# Required action:
Make an exact copy of the records, omitting all images.

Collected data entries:
------------------------

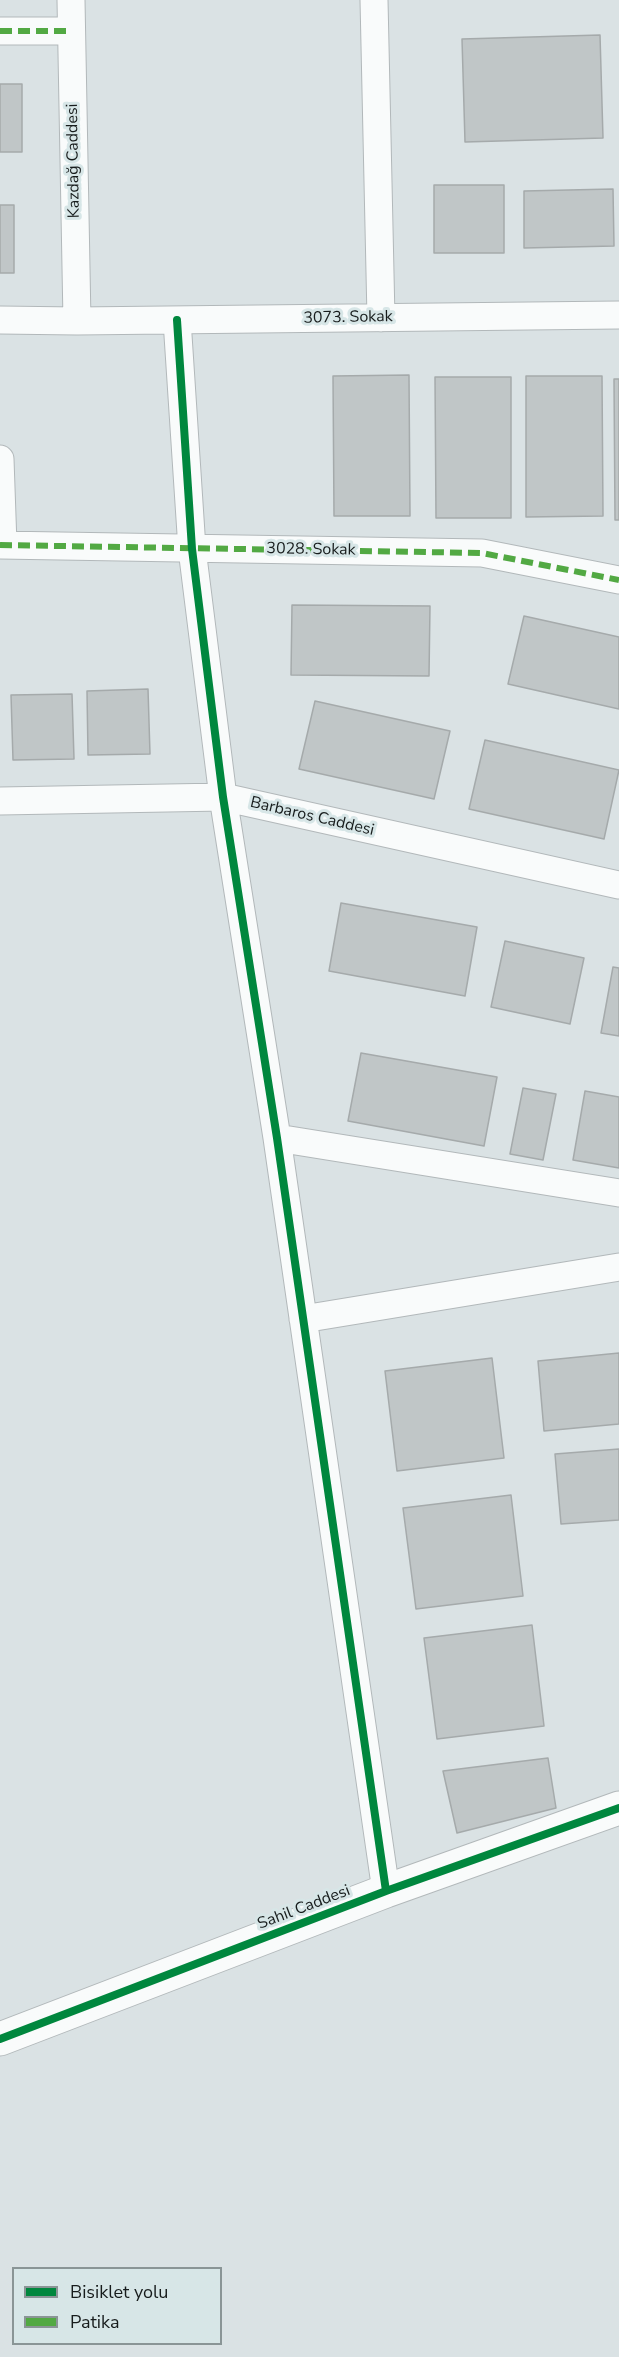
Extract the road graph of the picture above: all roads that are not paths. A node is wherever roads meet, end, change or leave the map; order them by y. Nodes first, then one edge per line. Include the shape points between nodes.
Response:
1 (70, 0) edge
2 (374, 0) edge
3 (0, 31) edge
4 (71, 31) junction
5 (619, 315) edge
6 (381, 318) junction
7 (0, 320) edge
8 (177, 320) junction
9 (77, 321) junction
10 (0, 459) edge
11 (2, 545) edge
12 (192, 549) junction
13 (619, 580) edge
14 (223, 797) junction
15 (0, 801) edge
16 (619, 885) edge
17 (277, 1138) junction
18 (619, 1193) edge
19 (619, 1267) edge
20 (303, 1320) junction
21 (619, 1808) edge
22 (386, 1891) junction
23 (0, 2039) edge

1 - 4 street, Kazdağ Caddesi
2 - 6 street
3 - 4 street
4 - 9 street, Kazdağ Caddesi
5 - 6 street, 3073. Sokak
6 - 8 street, 3073. Sokak
7 - 9 street, 3073. Sokak
8 - 9 street, 3073. Sokak
8 - 12 street
10 - 11 street
11 - 12 street, 3028. Sokak
12 - 13 street, 3028. Sokak via 482,553
12 - 14 street
14 - 15 street, Barbaros Caddesi
14 - 16 street, Barbaros Caddesi
14 - 17 street
17 - 18 street
17 - 20 street
19 - 20 street
20 - 22 street
21 - 22 street, Sahil Caddesi
22 - 23 street, Sahil Caddesi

------------------------

# Solution below:
Extract the road graph of the picture above: all roads that are not paths. A node is wherever roads meet, end, change or leave the map; order them by y. Nodes first, then one edge per line. Include the shape points between nodes.
Response:
1 (70, 0) edge
2 (374, 0) edge
3 (0, 31) edge
4 (71, 31) junction
5 (619, 315) edge
6 (381, 318) junction
7 (0, 320) edge
8 (177, 320) junction
9 (77, 321) junction
10 (0, 459) edge
11 (2, 545) edge
12 (192, 549) junction
13 (619, 580) edge
14 (223, 797) junction
15 (0, 801) edge
16 (619, 885) edge
17 (277, 1138) junction
18 (619, 1193) edge
19 (619, 1267) edge
20 (303, 1320) junction
21 (619, 1808) edge
22 (386, 1891) junction
23 (0, 2039) edge

1 - 4 street, Kazdağ Caddesi
2 - 6 street
3 - 4 street
4 - 9 street, Kazdağ Caddesi
5 - 6 street, 3073. Sokak
6 - 8 street, 3073. Sokak
7 - 9 street, 3073. Sokak
8 - 9 street, 3073. Sokak
8 - 12 street
10 - 11 street
11 - 12 street, 3028. Sokak
12 - 13 street, 3028. Sokak via 482,553
12 - 14 street
14 - 15 street, Barbaros Caddesi
14 - 16 street, Barbaros Caddesi
14 - 17 street
17 - 18 street
17 - 20 street
19 - 20 street
20 - 22 street
21 - 22 street, Sahil Caddesi
22 - 23 street, Sahil Caddesi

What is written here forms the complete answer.